Still, Enfield's son's diagnosis puts a strain on her. "Some days I can't move," she says. "I feel exhausted and worry I may not have devoted enough time to him that week. But I remind myself that he's got a lot of strengths and is making a lot of progress."
That progress involves the whole family. Even Maeven, Asher's 5-year-old sister, helps with giving Asher one-on-one attention and eye contact. And Enfield devotes her days to shuttling him between appointments or continuing the floortime therapy he receives at school, trying to create a safe and predictable environment so Asher won't shut down and disconnect.
The good news
Millions of dollars have been spent to determine what autism is, what causes it, and how we might prevent or cure it. And that's all to the good. We're on the brink of learning which genes predispose a child to autism and what might trigger its onset.
While a cure is not yet in sight, we've begun to figure out what works for some children, in terms of intervention between the ages of 12 months and 5 years.

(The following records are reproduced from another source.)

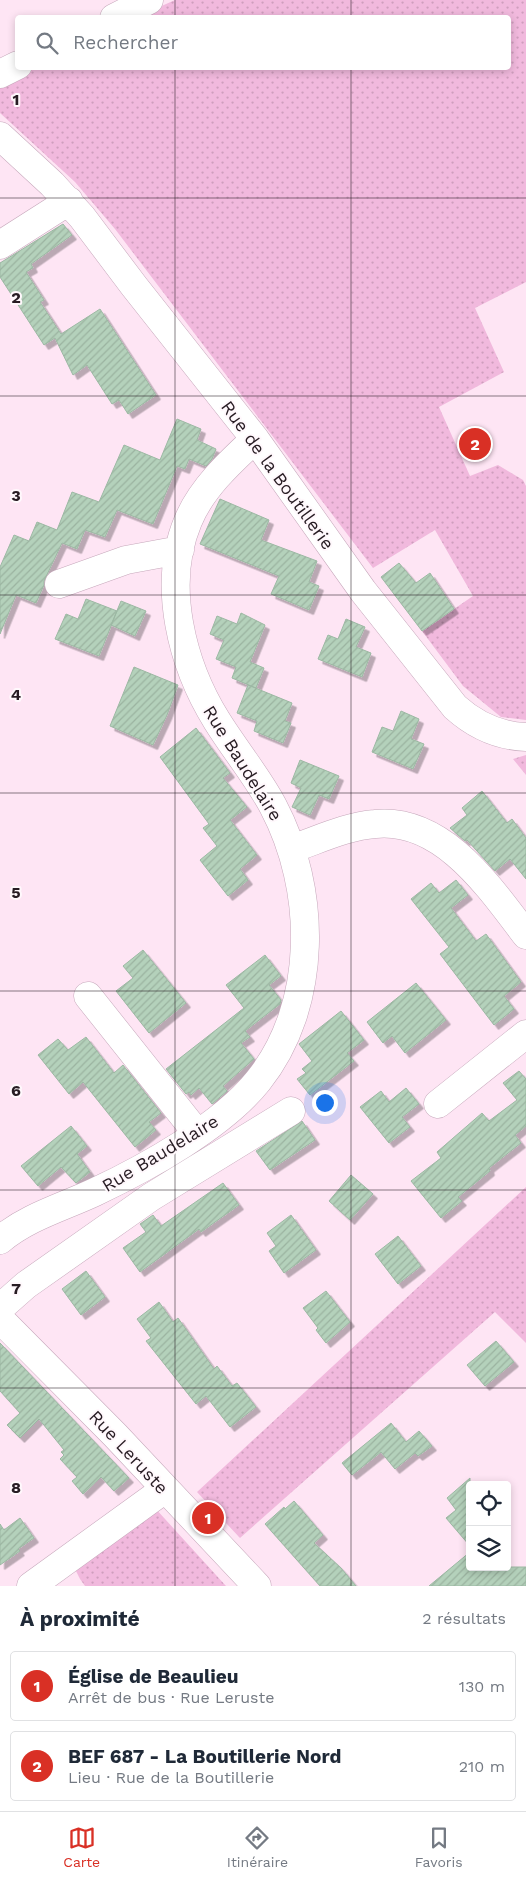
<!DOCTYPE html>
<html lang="fr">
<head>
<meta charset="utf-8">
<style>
  body { margin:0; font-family:"Work Sans",sans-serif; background:#f6f6f7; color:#1f2937 }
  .controls { position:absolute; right:15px; bottom:15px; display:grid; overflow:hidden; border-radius:5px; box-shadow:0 2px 8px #0003 }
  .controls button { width:45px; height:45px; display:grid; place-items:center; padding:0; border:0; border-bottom:1px solid #e0e1e3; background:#fff; color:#1f2937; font:25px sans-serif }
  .you { position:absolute; left:324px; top:1102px; width:18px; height:18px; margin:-12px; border:4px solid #fff; border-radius:50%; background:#1a73e8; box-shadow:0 0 0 8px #1a73e833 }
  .badge { display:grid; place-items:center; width:32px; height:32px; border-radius:50%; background:#d93025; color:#fff; font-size:16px; font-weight:700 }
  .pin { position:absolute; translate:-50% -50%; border:2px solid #fff; box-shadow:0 1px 5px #0006 }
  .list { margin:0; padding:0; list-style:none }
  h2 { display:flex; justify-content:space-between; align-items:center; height:65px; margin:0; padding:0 20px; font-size:21px }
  h2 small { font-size:16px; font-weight:400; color:#747a83 }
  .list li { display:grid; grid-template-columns:32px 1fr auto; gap:15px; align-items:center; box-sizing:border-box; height:70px; margin:0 10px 10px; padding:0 10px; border:1px solid #e0e1e3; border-radius:5px }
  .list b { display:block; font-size:19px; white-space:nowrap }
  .list p { margin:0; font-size:16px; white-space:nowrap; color:#747a83 }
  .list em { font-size:16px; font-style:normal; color:#747a83 }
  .icon { flex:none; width:28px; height:28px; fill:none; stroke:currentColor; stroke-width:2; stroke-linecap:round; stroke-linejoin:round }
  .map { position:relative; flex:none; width:526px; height:1586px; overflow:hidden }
  .search { position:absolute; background:#fff; box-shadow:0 2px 8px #0003; left:15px; right:15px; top:15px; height:55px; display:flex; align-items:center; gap:12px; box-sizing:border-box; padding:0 18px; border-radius:5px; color:#747a83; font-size:19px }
  .sheet { height:225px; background:#fff }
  nav { display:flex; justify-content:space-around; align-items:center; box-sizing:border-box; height:70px; border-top:1px solid #e0e1e3; background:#fff; font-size:14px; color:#747a83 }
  nav a { display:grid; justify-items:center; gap:2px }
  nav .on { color:#d93025 }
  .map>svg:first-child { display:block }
</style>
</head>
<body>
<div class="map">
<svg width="526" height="1586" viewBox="0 0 526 1586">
  <defs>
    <pattern id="grass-dots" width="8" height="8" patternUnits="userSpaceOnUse" patternTransform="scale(1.25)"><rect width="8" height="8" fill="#f1b9dd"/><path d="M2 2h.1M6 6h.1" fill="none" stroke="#cf9ebd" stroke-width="1.8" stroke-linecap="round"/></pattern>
    <pattern id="building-hatch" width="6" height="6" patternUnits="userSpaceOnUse" patternTransform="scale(1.25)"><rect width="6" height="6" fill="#b4d1bb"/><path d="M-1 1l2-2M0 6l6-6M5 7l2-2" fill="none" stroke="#9bb3a0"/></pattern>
    <filter id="shadow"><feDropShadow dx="4.5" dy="4.5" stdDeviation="0" flood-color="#0004"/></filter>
  </defs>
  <rect width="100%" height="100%" fill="#fee5f4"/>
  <path fill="url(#grass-dots)" d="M 175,0 L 526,0 L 526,282 L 475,308 L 504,372 L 439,407 L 470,476 L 498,465 L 523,480 L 526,486 L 526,720 L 501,717 L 463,686 L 422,631 L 473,596 L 435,530 L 373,568 L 115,229 L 75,182 L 0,113 L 0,76 L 21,68 L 508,68 L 508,18 L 137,17 Z
    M 526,755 L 526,775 L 513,759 Z
    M 526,1187 L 526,1343 L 495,1312 L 240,1538 L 197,1492 Z
    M 155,1508 L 226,1586 L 85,1586 L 80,1579 L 76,1571 L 79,1563 Z"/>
  <path fill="url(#building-hatch)" stroke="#9cb8a3" filter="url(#shadow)" d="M 63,224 L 72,235 L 31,264 L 33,268 L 26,272 L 44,300 L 40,302 L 61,334 L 100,309 L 156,395 L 128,414 L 119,400 L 112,404 L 87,365 L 73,375 L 55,338 L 44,345 L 0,277 L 0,263 Z
    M 177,419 L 201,429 L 197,440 L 216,449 L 212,459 L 206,466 L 189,459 L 185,469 L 177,466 L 153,524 L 117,510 L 105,537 L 85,530 L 77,549 L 62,543 L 44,581 L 44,585 L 36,603 L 16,595 L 0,634 L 0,567 L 14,535 L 29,541 L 37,522 L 57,530 L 72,492 L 99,502 L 124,445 L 160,460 Z
    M466 444a9 9 0 1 1 18 0a9 9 0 1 1-18 0Z
    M 220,499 L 269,520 L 261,540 L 317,561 L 309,582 L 319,586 L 309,610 L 271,594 L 279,576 L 200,544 Z
    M 399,563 L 416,583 L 430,573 L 454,609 L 422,631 L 381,577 Z
    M 86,599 L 117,611 L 99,656 L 55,639 L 66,614 L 78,619 Z
    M 121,601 L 146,611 L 135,636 L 111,625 Z
    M 241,613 L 265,625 L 250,662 L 264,668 L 256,688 L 232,678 L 236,667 L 216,659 L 224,640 L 210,634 L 217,616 L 237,624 Z
    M 346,619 L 365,627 L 356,647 L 371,653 L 362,677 L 318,659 L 328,635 L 338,639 Z
    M 134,667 L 178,685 L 167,715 L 153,745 L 110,726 Z
    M 248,685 L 292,703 L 285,721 L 291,723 L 283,743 L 254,731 L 257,721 L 237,713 Z
    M 401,711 L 419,719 L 411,739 L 424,744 L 413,769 L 372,752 L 382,727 L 393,731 Z
    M 196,728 L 230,773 L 223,778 L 247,807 L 230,820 L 257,855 L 240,869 L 248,880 L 228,896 L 200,860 L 217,846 L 203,828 L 209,824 L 160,757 Z
    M 300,760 L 339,776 L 329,799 L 319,795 L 310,815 L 292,807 L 301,788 L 291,783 Z
    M 482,791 L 507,823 L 512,819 L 526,838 L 526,879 L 510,859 L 495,871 L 467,840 L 465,841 L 450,828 L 467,815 L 462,808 Z
    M 456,880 L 468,895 L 451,908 L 476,941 L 486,934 L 521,982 L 504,996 L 514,1009 L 494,1025 L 440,954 L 449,947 L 411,899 L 431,883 L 439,893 Z
    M 143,950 L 186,1003 L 149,1033 L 116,991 L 133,978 L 123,966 Z
    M 265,955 L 281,976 L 269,985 L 281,1000 L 280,1004 L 245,1031 L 250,1037 L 241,1043 L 254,1059 L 223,1086 L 227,1091 L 212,1104 L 199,1088 L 191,1095 L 189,1092 L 186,1094 L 166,1069 L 244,1008 L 226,985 Z
    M 416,983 L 446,1020 L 405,1053 L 392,1036 L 383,1043 L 367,1022 Z
    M 341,1011 L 364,1040 L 347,1053 L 354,1061 L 310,1095 L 297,1079 L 306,1073 L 302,1069 L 312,1061 L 299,1044 Z
    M 86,1037 L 114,1073 L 123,1065 L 161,1113 L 149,1122 L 156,1130 L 135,1147 L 83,1082 L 69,1094 L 38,1055 L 58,1039 L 68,1050 Z
    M 519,1071 L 526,1079 L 526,1126 L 515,1135 L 521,1143 L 489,1168 L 490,1171 L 458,1197 L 462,1201 L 441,1218 L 411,1181 L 441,1158 L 437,1152 L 482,1113 L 489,1121 L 517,1100 L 503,1083 Z
    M 406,1088 L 419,1104 L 402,1117 L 410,1127 L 389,1143 L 360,1107 L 381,1091 L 389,1102 Z
    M 302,1121 L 315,1140 L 270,1170 L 256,1151 Z
    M 71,1126 L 87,1146 L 77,1154 L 90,1172 L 76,1183 L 61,1167 L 38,1186 L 21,1166 Z
    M 351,1175 L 373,1194 L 350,1220 L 329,1201 Z
    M 223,1183 L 239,1205 L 201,1232 L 199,1229 L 140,1272 L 123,1248 L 146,1232 L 140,1224 L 153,1215 L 161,1226 Z
    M 291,1215 L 316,1250 L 284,1273 L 269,1251 L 276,1246 L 267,1233 Z
    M 398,1236 L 421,1266 L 398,1284 L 375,1254 Z
    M 86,1271 L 105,1297 L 81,1315 L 62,1289 Z
    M 326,1291 L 350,1322 L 326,1343 L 316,1330 L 318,1328 L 303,1308 Z
    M 159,1302 L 173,1322 L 178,1318 L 214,1369 L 217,1366 L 232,1386 L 237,1383 L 256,1407 L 230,1427 L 206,1396 L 196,1404 L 146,1341 L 151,1338 L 137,1319 Z
    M 496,1341 L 514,1362 L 485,1386 L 467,1365 Z
    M 0,1343 L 129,1478 L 114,1491 L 101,1477 L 83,1494 L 72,1481 L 77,1477 L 60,1459 L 64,1455 L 61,1452 L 64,1450 L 39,1419 L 20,1438 L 7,1425 L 20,1413 L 0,1391 Z
    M 391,1423 L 406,1442 L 419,1431 L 432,1446 L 418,1456 L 415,1453 L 395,1469 L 381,1452 L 352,1475 L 342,1463 Z
    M 470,1478 L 470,1546 L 446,1518 L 456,1510 L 447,1498 Z
    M 294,1501 L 323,1535 L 314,1543 L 341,1568 L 356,1586 L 320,1586 L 265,1524 L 284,1507 L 285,1509 Z
    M 20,1518 L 34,1538 L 18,1549 L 20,1551 L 0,1565 L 0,1524 L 4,1530 Z
    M 470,1552 L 470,1567 L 526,1567 L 526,1586 L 429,1586 Z"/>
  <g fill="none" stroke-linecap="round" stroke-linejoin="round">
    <defs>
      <path id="minor" d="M 114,18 L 149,0
        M 0,74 L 18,65
        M 0,136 L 52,184 L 82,217 L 134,286 L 255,439 L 363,591 L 455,707 C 475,725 498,736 526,737
        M 0,245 L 69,201
        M 59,584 L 126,560 L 180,550
        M 291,849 C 318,840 347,826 375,824 C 443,817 490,888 526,935
        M 88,996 L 197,1133
        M 438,1104 L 526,1034
        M 0,1240 C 27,1217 63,1207 95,1192 C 146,1168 222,1126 258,1081 C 319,1005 317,889 273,806 C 257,776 235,750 217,721 C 182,665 161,585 188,521 C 201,489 229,463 255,439
        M 0,1308 L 26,1285 L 151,1197 L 291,1111
        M 0,1319 L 115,1435 L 257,1586
        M 31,1586 L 165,1489"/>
    </defs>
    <use href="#minor" stroke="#c6a8bb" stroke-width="29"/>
    <use href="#minor" stroke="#fff" stroke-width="28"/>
  </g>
  <path fill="none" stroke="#271c23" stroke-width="1" stroke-opacity="0.55" d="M 175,0 L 175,18M 351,0 L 351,18M 175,68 L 175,1586M 351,68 L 351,1586M 0,198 L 526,198M 0,396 L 526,396M 0,595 L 526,595M 0,793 L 526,793M 0,991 L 526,991M 0,1190 L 526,1190M 0,1388 L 526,1388"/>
  <g text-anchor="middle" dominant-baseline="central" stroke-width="4" stroke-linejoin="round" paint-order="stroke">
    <g font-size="18" fill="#271c23" stroke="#fff8fc">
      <text transform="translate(278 475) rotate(54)">Rue de la Boutillerie</text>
      <text transform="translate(243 763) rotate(58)">Rue Baudelaire</text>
      <text transform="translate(160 1153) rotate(-31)">Rue Baudelaire</text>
      <text transform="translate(129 1452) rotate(47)">Rue Leruste</text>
    </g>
  </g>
  <g font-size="16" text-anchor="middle" font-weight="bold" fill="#271c23" stroke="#fff8fc" stroke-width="4" stroke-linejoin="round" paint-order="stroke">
    <text x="16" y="105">1</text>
    <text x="16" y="303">2</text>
    <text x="16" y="501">3</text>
    <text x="16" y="700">4</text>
    <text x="16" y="898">5</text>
    <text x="16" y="1096">6</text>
    <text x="16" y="1294">7</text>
    <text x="16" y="1493">8</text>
  </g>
</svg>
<div class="controls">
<button><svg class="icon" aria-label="locate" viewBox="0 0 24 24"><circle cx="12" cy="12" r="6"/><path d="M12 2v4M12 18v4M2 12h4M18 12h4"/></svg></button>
<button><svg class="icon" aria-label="layers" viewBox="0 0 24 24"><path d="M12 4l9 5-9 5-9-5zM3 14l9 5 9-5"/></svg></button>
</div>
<div class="you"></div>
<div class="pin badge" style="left:208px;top:1518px">1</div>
<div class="pin badge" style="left:475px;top:444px">2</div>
<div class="search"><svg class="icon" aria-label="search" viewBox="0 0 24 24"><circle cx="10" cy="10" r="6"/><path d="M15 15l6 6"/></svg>Rechercher</div>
</div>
<section class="sheet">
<h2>À proximité<small>2 résultats</small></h2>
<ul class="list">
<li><span class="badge">1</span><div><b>Église de Beaulieu</b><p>Arrêt de bus · Rue Leruste</p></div><em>130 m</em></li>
<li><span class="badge">2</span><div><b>BEF 687 - La Boutillerie Nord</b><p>Lieu · Rue de la Boutillerie</p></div><em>210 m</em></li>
</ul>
</section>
<nav>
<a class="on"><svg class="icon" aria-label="map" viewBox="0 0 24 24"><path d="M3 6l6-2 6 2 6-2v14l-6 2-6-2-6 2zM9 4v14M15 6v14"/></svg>Carte</a>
<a><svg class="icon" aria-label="directions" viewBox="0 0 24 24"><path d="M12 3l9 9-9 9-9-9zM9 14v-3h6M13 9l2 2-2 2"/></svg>Itinéraire</a>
<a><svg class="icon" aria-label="saved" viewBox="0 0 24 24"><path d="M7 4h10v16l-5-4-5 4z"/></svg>Favoris</a>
</nav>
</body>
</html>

"I do think, on balance, kids are doing better," says Dr. Volkmar. "Twenty-five years ago, when I did my first follow-up on adults I'd diagnosed as kids -- kids who never had any intervention -- only about two percent could live alone, hold a job. But since we started mandating education and services, we're seeing more independent kids. I'd say that two percent has become more like twenty."
In other words, we're doing ten times better than we were a generation ago. That's the "growing number" we should be aware of. And that's the evidence we should start seeing everywhere.